THE PROBLEM:
Show each line of the data below in which "Pasaje" occurs.
* * *
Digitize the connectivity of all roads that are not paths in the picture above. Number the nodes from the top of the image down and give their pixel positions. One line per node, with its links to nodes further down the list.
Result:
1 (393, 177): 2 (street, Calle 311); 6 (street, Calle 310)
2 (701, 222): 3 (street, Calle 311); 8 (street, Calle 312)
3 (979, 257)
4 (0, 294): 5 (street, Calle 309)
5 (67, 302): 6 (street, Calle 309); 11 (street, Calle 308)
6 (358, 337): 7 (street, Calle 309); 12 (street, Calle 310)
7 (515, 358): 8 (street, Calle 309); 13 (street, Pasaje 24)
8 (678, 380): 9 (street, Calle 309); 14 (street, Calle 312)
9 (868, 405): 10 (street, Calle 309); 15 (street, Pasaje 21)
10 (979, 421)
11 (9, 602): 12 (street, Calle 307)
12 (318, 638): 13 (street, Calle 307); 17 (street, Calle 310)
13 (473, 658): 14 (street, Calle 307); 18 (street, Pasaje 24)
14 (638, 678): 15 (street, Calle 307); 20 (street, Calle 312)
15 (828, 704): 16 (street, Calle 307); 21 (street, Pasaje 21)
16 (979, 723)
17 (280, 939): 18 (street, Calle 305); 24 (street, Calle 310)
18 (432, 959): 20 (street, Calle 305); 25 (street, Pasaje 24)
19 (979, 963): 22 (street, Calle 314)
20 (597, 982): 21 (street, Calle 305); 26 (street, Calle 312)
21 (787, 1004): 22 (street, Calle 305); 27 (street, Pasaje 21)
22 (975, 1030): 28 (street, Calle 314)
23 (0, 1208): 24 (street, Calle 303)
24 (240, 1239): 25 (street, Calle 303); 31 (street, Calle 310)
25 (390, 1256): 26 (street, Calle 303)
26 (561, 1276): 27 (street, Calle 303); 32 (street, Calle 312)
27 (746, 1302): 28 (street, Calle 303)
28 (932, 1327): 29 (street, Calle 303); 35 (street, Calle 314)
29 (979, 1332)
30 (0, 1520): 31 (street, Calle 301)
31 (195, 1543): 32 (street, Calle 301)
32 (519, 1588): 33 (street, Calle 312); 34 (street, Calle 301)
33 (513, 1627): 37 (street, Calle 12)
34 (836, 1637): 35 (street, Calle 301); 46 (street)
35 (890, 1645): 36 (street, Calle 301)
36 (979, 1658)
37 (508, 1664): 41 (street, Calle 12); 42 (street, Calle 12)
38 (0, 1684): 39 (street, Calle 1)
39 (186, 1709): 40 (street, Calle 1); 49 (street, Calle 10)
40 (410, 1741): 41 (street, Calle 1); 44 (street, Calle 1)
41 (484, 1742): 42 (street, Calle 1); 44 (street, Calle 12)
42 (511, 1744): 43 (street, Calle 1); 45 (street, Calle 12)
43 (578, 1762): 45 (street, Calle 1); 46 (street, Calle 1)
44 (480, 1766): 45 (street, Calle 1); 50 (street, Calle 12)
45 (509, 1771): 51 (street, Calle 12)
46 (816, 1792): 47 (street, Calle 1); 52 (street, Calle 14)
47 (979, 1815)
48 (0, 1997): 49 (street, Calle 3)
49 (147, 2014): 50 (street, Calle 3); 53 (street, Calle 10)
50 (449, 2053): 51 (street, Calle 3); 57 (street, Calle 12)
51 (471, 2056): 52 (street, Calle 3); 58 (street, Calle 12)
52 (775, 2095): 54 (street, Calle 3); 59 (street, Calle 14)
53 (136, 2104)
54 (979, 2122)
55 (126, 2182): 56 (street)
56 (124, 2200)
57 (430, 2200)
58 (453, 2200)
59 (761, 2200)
* * *
TASK ANSWER:
7 (515, 358): 8 (street, Calle 309); 13 (street, Pasaje 24)
9 (868, 405): 10 (street, Calle 309); 15 (street, Pasaje 21)
13 (473, 658): 14 (street, Calle 307); 18 (street, Pasaje 24)
15 (828, 704): 16 (street, Calle 307); 21 (street, Pasaje 21)
18 (432, 959): 20 (street, Calle 305); 25 (street, Pasaje 24)
21 (787, 1004): 22 (street, Calle 305); 27 (street, Pasaje 21)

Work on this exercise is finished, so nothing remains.